Tuesday, December 29, 2009

Day In The Life

After six days off, I anticipated being greeted by a stack of stuff and a pile of emails. It was Christmas and nobody wanted to work. There was a little mail in my box, nothing on my desk, and only a few emails, even less needing immediate attention. A pleasant surprise.

Not that I need someone giving me work. I have plenty. Besides, I work in a large public library. There is always too much to do.

I started the day by listening to music. I'm helping with a digital story about a Sacramento band from the early 90's. I helped film the interview last week. The band member had some records, a 33 and three 45's. This is a test. How many of you know what I'm talking about? I used a record player with a CD-ROM burner to make the music digital. While I was doing this I scanned record covers and images.

Yes, I can occasionally multi-task. But, I'm a guy. It's hard. What I have learned to do, mostly in the Library, is to concentrate on one thing at a time with the ability to set it aside at a moments notice to concentrate on another task.

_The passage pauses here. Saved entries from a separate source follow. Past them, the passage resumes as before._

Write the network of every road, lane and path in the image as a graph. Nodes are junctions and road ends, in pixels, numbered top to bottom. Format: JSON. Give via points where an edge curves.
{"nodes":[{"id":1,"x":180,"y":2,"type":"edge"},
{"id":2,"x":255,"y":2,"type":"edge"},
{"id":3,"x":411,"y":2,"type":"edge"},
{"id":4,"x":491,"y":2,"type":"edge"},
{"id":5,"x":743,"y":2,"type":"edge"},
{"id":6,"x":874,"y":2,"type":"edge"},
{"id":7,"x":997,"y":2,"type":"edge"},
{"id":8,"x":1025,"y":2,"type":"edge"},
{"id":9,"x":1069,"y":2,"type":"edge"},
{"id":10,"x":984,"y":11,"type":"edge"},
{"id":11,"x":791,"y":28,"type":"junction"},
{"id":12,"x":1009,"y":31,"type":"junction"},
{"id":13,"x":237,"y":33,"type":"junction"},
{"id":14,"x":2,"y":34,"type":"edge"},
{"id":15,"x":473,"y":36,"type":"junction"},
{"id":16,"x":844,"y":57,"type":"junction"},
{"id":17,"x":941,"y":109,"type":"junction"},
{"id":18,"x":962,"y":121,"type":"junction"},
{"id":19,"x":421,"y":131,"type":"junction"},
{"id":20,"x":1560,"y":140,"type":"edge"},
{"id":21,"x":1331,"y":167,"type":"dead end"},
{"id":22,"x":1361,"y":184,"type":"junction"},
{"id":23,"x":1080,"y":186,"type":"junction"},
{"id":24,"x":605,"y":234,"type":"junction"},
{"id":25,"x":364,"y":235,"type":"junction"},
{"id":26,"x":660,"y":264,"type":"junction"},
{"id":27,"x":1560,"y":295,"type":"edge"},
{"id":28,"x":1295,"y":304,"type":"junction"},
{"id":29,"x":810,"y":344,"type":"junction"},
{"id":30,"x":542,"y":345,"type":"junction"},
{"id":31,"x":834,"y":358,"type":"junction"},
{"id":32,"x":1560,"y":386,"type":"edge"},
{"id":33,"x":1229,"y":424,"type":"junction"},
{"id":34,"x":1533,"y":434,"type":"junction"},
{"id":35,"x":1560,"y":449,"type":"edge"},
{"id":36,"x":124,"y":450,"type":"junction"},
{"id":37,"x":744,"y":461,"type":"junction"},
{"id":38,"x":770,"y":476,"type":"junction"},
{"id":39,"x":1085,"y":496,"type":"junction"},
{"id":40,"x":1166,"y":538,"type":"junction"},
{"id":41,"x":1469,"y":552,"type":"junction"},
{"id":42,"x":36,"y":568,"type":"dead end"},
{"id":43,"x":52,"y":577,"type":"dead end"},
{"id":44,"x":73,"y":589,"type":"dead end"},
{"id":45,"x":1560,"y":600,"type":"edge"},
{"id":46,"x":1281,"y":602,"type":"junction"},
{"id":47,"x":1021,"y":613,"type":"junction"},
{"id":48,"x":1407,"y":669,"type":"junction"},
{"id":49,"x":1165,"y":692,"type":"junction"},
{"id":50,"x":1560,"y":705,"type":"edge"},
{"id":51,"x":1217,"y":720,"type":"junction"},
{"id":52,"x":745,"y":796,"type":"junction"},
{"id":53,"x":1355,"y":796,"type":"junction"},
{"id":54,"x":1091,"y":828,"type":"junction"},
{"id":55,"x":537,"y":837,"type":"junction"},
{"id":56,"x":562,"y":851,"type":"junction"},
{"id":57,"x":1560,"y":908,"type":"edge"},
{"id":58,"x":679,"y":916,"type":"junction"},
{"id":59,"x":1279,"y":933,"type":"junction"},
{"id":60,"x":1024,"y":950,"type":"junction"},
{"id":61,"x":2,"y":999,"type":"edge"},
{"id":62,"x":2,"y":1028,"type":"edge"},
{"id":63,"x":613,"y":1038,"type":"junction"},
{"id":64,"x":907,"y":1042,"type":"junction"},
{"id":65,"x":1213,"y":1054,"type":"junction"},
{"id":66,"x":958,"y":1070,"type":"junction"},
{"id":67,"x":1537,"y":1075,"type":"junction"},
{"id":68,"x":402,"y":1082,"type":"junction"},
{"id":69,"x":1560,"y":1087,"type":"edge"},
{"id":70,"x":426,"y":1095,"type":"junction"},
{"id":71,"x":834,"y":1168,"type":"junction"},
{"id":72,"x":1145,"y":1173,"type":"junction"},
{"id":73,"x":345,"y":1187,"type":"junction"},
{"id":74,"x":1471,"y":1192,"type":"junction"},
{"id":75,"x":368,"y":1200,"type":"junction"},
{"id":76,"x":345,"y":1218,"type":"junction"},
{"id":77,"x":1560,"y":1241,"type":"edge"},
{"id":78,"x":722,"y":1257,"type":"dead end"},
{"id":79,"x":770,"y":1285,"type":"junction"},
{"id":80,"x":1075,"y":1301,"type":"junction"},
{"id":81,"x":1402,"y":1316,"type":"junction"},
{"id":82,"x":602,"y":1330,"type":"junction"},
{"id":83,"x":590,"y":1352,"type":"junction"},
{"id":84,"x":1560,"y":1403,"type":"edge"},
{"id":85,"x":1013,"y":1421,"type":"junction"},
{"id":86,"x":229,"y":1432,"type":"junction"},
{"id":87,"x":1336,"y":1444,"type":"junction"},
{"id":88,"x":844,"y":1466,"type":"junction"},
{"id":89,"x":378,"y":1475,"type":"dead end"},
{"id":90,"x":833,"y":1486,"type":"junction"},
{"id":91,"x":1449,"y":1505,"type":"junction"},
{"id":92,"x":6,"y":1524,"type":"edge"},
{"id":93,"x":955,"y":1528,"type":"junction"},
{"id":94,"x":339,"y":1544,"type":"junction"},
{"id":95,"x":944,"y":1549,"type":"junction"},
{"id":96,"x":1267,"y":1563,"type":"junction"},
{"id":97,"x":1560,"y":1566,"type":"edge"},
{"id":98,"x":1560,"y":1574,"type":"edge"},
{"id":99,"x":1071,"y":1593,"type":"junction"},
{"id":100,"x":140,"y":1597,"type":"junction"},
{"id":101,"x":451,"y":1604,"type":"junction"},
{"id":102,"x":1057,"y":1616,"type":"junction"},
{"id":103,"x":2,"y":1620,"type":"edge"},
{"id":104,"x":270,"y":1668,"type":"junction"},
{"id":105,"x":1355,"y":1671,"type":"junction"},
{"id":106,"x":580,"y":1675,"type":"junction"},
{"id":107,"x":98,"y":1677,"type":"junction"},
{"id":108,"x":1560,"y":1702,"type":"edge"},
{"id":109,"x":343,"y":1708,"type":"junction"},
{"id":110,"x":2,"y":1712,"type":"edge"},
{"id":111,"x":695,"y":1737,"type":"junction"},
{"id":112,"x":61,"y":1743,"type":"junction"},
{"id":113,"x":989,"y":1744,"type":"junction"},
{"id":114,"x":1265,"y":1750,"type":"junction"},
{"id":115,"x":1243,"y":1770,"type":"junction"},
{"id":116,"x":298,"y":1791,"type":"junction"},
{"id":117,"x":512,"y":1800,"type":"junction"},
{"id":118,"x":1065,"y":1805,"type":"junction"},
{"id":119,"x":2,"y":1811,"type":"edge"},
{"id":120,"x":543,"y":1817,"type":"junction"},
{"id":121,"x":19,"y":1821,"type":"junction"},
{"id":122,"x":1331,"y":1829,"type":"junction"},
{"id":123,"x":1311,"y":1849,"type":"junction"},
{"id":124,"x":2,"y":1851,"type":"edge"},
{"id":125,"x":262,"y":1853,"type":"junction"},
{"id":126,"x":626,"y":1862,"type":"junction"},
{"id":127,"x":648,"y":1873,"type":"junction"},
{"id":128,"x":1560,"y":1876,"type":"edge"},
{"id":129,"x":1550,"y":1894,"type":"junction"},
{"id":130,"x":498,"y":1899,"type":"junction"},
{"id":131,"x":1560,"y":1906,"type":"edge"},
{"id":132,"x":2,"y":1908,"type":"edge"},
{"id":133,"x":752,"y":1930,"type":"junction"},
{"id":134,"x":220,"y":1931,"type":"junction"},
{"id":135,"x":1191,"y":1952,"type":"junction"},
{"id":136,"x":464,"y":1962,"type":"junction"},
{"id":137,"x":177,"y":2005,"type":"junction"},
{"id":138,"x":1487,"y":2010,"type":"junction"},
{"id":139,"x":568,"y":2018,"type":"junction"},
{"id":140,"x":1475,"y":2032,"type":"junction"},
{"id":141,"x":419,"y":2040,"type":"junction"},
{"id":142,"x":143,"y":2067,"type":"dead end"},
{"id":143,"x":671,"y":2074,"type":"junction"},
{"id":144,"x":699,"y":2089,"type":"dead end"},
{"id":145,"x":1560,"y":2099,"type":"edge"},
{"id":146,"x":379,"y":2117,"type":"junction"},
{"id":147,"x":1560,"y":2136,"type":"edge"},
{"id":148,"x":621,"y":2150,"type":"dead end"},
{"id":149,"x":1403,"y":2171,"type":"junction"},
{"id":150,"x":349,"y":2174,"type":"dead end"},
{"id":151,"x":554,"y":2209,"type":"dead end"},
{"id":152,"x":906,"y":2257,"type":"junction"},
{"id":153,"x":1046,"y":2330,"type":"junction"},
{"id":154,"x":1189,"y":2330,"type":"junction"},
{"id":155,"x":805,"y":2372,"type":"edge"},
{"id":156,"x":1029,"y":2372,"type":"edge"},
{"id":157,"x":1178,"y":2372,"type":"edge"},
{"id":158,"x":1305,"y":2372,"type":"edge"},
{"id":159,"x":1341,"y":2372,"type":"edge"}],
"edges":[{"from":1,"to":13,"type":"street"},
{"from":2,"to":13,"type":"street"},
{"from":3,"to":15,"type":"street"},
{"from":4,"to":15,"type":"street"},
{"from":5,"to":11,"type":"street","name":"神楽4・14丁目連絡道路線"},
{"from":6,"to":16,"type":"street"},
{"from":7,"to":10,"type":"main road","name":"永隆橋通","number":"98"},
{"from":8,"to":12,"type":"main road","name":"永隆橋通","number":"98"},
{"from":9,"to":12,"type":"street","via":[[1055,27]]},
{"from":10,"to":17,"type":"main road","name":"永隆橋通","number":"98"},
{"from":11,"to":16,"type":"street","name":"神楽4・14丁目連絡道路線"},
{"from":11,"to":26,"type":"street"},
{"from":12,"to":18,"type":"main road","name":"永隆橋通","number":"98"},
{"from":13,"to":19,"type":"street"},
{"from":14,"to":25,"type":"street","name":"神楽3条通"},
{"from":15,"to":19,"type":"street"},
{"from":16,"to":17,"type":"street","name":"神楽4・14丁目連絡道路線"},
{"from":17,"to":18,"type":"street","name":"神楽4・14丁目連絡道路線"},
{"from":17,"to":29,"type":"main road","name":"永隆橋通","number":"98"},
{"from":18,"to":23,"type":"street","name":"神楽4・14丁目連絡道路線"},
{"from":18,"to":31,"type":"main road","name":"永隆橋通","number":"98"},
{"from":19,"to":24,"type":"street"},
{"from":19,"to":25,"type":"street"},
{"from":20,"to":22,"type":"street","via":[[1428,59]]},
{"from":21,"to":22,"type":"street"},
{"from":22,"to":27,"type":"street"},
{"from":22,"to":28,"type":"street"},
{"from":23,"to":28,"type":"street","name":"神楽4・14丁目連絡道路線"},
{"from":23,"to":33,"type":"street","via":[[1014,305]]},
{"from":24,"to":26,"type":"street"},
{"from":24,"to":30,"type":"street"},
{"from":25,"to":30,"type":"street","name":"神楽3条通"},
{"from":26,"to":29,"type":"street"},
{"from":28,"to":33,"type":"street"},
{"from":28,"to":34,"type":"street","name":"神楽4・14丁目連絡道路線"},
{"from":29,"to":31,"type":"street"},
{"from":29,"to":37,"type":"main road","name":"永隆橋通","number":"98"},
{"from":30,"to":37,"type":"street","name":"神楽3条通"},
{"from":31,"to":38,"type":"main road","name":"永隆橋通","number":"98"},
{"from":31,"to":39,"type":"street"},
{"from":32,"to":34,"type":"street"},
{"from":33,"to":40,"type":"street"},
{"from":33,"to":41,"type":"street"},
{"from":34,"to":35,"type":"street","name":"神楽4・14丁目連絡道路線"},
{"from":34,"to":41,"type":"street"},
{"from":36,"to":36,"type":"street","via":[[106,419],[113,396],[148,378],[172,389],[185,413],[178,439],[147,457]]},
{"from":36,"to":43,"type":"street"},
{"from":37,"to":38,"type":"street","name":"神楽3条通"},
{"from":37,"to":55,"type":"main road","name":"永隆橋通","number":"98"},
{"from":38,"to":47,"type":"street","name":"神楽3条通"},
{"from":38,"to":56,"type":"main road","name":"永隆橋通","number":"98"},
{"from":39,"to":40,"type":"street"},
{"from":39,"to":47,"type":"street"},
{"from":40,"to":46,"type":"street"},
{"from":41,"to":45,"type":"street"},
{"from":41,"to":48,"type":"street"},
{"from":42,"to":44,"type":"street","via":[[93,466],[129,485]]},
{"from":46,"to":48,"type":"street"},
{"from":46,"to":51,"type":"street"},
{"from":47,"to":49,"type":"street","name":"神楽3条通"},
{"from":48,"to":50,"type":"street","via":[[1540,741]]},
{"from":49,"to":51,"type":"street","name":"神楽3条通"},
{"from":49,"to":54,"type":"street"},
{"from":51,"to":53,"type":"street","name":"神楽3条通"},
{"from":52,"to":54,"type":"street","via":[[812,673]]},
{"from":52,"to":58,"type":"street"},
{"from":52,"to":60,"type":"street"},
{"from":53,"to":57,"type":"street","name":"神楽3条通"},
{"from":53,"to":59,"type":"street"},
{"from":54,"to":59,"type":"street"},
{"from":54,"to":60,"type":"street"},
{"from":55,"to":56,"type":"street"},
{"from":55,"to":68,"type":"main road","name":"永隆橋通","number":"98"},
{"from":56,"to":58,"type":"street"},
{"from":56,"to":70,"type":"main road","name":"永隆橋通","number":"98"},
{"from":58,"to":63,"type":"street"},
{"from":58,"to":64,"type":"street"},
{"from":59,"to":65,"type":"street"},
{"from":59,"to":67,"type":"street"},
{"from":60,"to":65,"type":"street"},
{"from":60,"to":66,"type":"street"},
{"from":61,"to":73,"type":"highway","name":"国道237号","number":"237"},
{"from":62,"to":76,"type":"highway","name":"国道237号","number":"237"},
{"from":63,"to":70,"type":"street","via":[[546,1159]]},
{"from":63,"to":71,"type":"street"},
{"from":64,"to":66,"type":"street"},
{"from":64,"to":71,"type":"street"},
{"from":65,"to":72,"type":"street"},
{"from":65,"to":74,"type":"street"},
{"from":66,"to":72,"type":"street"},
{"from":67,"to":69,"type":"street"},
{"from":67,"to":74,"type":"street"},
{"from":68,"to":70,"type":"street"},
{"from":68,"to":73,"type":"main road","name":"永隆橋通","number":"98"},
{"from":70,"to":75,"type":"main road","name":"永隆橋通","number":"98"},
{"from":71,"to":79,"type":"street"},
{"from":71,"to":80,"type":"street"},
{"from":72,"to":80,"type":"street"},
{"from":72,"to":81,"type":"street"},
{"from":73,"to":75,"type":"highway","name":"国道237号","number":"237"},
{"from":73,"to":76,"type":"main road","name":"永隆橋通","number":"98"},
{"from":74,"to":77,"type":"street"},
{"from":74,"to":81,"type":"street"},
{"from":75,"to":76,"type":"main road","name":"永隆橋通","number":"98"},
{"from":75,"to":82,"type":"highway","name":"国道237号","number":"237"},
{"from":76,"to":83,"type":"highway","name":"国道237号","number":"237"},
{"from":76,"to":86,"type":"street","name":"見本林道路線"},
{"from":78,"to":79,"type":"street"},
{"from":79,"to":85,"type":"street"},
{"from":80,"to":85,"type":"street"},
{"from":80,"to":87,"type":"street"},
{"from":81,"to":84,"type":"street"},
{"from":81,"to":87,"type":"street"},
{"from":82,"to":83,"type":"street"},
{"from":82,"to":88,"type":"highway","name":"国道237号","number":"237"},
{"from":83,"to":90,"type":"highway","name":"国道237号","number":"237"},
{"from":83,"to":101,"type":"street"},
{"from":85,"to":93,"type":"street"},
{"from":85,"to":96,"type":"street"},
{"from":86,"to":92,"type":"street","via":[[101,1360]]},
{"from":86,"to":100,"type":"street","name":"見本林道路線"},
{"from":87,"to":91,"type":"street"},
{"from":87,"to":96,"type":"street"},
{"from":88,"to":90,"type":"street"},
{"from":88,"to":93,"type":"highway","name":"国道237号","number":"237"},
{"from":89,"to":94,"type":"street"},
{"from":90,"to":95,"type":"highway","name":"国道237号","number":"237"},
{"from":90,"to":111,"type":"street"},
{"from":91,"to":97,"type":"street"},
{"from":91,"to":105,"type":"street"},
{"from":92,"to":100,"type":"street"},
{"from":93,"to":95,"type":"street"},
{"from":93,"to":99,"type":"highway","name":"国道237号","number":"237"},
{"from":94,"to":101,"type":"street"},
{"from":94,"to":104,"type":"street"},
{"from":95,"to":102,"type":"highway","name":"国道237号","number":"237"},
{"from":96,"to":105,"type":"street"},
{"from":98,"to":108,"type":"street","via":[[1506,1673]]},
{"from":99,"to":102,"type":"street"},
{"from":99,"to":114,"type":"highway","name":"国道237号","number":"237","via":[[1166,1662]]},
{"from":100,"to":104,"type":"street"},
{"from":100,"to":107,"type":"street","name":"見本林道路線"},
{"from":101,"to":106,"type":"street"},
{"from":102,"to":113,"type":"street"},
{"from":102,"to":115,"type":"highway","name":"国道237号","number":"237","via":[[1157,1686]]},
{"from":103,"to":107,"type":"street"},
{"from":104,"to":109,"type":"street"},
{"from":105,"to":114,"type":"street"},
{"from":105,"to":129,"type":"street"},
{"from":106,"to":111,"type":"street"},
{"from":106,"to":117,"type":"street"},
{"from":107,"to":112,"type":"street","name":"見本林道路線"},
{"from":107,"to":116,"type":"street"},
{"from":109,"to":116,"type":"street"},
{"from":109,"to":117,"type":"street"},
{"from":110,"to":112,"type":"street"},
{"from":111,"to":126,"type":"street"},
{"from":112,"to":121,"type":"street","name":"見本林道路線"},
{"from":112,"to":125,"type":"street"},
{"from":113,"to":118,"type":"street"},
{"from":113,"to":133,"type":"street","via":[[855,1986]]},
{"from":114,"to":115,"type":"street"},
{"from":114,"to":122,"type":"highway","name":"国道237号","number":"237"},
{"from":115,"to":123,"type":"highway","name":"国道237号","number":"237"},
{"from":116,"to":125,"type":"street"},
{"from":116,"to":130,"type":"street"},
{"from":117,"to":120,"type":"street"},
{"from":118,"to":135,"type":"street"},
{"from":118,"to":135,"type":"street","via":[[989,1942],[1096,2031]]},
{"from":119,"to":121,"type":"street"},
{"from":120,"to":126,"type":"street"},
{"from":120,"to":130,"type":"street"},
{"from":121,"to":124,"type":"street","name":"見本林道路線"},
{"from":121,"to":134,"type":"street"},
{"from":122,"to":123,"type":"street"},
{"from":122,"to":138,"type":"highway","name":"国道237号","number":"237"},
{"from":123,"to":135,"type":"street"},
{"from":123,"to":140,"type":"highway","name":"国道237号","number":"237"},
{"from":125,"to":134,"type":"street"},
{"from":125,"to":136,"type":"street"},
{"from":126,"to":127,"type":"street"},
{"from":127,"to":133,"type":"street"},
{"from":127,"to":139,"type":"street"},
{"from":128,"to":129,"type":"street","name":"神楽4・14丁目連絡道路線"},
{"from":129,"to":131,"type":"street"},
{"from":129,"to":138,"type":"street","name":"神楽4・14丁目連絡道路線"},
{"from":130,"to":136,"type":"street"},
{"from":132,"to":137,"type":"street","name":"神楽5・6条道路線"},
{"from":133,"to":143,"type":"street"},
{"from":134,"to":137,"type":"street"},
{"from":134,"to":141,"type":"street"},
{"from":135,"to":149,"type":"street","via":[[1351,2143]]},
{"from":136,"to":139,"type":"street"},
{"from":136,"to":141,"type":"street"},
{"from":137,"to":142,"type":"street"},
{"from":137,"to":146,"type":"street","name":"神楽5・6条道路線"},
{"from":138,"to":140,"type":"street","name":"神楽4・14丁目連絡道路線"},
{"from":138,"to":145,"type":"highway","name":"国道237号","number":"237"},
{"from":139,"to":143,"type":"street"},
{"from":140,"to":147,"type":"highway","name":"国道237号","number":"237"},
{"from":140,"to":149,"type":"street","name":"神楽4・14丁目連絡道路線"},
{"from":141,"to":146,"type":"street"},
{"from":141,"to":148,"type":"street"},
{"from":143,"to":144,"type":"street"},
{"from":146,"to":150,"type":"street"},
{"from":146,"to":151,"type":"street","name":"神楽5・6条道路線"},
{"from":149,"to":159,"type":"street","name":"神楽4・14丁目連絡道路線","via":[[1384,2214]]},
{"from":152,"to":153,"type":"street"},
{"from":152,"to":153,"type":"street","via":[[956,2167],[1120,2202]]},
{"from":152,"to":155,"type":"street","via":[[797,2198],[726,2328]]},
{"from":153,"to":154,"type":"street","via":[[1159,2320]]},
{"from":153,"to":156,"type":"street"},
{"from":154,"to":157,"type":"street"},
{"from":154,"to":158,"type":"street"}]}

This way, when a colleague or patron asks a question, I don't get flustered or upset. Twenty years of experience helps.

Today, I worked on a digital story; printed a half sheet brochure/announcement for an up-coming program; helped find a Federal Document CD-ROM then helped the patron access the CD-ROM on his laptop; transferred music from records to CD-ROM to iTunes; scanned images to drive, backed them up on a PC, then transferred them to iPhoto; worked briefly with several periodicals questions; tried to find out how much gold was imported over the last few years; helped patrons sign up for programs; helped users sign up for Internet; etc., etc.

Officer just walked through wearing a bullet-proof vest. Just finished speaking with a Census 2010 worker looking for places to hire and train others for the Census. Patron just walked though wearing a huge home-made sign saying something about not forcing people to stand in lines.

Whoa! Days only half over.

Gerald F. Ward

1 comment:

  1. ... and tomorrow's not only a full moon, but it's a blue moon!